According to Dunston Aguta, a statistician at UBOS, this explains why povery levels have risen in the eastern and northern regions because they spend a bulk of their time occupied by non-work activity.
UBOS has released a report dubbed 2017/2018 Time Use Survey showing that Ugandans have become lazier, spending most of their time engaged in unproductive and unpaid for activities rather than activities that put food on their tables.
“I can believe that men spend only 3 hours on employment related activities and spend 9 hours on self-care and maintenance whereas women only spend 2 hours on employment activities and spend 10 hours on self – care which includes sleeping and visiting friends,” says Dunston Aguta.

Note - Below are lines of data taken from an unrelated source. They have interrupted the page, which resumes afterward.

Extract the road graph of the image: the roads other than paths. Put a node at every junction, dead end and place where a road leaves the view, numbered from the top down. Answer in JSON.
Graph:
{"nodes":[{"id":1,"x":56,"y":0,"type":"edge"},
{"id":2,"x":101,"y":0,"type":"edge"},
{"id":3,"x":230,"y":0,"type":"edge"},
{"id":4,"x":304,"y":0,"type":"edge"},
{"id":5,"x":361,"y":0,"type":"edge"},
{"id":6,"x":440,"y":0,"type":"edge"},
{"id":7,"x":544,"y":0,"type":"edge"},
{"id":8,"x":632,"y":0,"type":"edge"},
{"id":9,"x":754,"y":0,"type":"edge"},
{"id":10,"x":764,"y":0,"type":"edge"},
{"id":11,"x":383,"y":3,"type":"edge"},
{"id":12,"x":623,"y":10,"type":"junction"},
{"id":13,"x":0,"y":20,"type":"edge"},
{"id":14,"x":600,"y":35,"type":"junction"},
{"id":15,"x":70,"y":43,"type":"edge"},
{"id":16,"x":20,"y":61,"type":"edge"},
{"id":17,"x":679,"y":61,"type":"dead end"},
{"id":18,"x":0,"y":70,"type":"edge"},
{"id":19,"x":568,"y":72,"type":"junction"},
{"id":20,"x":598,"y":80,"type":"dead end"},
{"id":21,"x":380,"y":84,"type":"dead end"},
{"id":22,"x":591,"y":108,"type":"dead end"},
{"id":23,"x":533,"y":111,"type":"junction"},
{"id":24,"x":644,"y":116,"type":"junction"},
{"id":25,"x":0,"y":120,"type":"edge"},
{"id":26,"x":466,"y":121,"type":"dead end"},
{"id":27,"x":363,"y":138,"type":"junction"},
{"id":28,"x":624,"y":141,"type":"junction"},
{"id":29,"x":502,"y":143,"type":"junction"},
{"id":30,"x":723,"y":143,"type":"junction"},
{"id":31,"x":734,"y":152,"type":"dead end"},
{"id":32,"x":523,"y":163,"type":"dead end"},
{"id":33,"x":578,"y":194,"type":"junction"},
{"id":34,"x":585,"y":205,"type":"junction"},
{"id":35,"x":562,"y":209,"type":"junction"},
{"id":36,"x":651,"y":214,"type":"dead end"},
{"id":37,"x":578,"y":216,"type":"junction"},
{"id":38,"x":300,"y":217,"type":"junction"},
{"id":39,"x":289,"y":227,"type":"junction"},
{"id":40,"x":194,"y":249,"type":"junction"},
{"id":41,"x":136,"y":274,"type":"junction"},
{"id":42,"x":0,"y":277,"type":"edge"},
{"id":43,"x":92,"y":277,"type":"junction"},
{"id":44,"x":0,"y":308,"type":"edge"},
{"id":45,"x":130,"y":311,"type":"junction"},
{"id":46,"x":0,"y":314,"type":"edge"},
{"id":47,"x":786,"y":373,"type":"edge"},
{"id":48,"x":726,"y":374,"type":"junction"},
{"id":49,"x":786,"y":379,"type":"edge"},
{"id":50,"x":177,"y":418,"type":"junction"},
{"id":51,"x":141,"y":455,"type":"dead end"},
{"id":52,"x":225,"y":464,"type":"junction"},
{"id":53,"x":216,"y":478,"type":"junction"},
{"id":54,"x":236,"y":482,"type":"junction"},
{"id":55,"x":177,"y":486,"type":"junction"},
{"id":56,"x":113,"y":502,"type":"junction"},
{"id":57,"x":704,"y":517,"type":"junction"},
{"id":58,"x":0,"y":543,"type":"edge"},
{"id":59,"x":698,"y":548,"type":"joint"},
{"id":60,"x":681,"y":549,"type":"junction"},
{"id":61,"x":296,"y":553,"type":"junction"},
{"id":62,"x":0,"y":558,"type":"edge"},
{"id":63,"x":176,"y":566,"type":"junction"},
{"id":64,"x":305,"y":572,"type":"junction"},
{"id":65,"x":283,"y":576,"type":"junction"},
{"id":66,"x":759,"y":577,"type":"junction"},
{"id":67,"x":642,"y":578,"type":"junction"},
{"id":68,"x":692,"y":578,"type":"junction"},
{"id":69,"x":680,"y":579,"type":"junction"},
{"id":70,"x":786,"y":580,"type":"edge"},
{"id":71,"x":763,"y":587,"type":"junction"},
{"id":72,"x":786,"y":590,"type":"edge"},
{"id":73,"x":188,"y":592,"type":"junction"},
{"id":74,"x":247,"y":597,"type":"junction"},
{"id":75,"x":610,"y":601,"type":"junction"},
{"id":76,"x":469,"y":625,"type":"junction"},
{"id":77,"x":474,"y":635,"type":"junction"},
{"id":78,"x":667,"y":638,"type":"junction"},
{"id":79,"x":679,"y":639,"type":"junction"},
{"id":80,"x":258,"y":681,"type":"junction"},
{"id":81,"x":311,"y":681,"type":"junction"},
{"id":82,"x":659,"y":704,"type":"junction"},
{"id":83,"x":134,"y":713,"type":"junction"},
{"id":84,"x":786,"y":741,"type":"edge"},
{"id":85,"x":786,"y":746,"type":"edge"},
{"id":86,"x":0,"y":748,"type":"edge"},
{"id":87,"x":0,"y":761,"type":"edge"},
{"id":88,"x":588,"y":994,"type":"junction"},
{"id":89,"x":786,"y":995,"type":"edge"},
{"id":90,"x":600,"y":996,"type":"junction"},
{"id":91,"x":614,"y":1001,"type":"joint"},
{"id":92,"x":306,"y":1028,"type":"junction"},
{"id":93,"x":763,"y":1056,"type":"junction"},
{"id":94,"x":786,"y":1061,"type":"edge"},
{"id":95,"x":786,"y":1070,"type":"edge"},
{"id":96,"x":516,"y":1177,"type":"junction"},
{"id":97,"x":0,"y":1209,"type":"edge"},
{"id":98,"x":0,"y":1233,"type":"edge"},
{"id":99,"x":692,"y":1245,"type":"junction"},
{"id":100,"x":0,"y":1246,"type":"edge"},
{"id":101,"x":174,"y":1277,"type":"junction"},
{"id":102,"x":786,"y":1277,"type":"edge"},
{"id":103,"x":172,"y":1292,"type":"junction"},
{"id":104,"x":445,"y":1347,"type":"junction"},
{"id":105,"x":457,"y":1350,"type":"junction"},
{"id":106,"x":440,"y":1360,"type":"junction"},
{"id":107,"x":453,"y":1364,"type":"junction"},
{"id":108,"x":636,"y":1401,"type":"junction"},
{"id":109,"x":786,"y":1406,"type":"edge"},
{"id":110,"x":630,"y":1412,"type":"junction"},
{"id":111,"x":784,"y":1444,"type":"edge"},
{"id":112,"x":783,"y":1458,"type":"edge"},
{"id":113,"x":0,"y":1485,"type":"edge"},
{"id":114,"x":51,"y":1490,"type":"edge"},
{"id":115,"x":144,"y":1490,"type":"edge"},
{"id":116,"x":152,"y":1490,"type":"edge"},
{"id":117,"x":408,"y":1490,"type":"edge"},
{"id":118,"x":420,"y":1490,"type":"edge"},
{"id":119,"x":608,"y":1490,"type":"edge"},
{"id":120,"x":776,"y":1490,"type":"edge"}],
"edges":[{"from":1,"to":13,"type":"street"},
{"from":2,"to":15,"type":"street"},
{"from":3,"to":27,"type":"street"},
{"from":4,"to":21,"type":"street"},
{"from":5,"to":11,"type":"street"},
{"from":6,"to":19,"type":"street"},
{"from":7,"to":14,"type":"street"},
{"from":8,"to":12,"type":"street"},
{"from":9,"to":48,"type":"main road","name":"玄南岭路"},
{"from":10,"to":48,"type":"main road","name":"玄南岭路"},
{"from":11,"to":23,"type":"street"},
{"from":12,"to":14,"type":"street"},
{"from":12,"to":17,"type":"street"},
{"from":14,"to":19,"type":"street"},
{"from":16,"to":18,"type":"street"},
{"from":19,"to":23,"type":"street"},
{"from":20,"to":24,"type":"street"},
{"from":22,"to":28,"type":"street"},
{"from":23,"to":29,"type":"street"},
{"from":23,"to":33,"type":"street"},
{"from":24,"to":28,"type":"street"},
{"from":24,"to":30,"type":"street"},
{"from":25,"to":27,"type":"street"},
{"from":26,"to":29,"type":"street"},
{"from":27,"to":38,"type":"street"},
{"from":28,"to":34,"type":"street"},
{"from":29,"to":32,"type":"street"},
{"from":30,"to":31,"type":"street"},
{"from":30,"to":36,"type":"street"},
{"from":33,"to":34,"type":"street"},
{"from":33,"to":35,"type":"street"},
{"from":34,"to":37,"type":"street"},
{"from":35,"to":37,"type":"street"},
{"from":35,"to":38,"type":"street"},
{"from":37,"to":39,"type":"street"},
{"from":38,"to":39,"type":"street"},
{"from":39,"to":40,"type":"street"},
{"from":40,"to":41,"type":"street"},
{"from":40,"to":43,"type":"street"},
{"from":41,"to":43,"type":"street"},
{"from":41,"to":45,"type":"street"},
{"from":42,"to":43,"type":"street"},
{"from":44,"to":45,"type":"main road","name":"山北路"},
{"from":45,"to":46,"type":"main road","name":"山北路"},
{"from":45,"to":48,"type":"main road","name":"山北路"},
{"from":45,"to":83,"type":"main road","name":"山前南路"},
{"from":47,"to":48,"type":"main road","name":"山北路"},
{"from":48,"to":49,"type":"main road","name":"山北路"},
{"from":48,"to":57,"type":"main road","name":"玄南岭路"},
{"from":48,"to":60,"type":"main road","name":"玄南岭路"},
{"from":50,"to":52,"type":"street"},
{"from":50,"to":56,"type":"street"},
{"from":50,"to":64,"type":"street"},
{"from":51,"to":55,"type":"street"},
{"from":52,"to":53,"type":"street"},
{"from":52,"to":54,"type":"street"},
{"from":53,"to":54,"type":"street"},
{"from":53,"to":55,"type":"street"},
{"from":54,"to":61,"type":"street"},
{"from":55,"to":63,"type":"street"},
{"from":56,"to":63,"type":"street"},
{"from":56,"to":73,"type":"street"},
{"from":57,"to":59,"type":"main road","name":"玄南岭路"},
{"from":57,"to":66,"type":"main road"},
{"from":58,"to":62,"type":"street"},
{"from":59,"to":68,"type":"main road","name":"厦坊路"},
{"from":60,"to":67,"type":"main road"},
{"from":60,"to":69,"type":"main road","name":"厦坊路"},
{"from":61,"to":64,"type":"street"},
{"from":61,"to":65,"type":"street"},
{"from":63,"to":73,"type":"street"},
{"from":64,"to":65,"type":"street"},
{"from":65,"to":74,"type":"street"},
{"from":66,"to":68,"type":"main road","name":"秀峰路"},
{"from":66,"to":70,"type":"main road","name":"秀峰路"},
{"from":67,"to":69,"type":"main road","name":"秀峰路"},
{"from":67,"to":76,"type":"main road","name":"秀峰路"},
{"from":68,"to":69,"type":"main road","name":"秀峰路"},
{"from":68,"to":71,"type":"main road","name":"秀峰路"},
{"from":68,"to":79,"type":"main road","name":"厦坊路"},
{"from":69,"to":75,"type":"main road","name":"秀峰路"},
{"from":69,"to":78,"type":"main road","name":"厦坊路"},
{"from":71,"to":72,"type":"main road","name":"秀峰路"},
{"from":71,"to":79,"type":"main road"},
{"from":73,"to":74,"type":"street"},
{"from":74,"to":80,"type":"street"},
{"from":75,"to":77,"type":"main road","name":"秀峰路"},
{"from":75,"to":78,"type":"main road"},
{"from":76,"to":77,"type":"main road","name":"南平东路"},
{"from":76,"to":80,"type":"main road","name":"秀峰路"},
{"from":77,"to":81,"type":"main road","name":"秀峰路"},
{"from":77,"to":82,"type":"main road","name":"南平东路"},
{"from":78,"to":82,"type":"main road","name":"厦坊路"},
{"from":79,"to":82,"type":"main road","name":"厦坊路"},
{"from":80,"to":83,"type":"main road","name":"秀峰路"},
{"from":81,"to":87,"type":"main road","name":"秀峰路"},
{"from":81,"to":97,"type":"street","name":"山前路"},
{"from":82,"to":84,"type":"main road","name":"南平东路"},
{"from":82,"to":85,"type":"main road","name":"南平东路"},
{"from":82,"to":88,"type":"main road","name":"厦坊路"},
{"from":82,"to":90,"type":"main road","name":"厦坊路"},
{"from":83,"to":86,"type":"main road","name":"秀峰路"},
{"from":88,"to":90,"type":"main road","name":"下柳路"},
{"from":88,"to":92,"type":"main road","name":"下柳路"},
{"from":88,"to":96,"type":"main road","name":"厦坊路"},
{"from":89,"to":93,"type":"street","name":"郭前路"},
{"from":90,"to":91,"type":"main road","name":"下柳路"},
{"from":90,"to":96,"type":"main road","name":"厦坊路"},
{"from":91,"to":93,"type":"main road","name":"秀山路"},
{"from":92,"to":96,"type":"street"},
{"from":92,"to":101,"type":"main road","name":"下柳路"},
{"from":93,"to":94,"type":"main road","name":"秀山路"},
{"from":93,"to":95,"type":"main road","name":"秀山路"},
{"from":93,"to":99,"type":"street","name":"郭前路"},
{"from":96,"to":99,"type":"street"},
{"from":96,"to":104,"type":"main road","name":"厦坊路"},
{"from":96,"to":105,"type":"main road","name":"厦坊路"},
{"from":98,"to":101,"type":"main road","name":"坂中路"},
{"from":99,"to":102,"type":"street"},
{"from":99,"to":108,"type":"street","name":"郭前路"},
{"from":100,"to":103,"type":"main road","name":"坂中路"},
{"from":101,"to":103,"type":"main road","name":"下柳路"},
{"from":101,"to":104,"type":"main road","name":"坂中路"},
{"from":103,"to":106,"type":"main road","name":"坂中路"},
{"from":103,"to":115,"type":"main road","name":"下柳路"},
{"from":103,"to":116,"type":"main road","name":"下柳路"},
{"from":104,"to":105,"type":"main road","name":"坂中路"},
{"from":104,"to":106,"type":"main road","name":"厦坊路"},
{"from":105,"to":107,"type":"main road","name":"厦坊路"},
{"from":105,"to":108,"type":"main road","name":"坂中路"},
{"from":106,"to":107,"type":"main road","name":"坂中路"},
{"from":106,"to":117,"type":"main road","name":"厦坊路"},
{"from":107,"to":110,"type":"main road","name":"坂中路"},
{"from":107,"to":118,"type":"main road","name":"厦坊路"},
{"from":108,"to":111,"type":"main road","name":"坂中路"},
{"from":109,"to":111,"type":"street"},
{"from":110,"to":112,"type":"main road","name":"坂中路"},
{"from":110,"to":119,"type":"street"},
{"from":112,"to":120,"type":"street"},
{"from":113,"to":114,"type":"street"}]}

This explains the recent statistics that were released in the Uganda National Household Survey 2016/17 which showed that people living in poverty increased to 10 million up from 6.6 million. In percentage terms, this means poverty levels have shot up to 27%, from 19.7% in 2012/2013.
“Despite the different government interventions to eradicate poverty people are literally not working even the few that are employed are not performing, adds Dunston Aguta a statistician at UBOS
Uganda National Household Survey 2016/17 report also shows that Eastern Uganda was the hardest hit, with poverty increasing by 27% while Northern Uganda, on the other hand, came out as least affected, with people living in poverty there dropping from 3.1% to 2.4% and these are the same areas where the Time use survey highlights to have huge number of reluctant people who spend most of their time doing unpaid and unproductive activities.
“I expected people in the central district to spend most of their time working, but people living in Kampala spend 7 hours of their time doing unpaid for work although its worse for those leaving in Eastern and Northern regions” Dunston Aguta says.
However the report shows that women be it educated, uneducated, rural or urban all spend a lot of their time doing unproductive activities different from the men percentage which is a bit lower.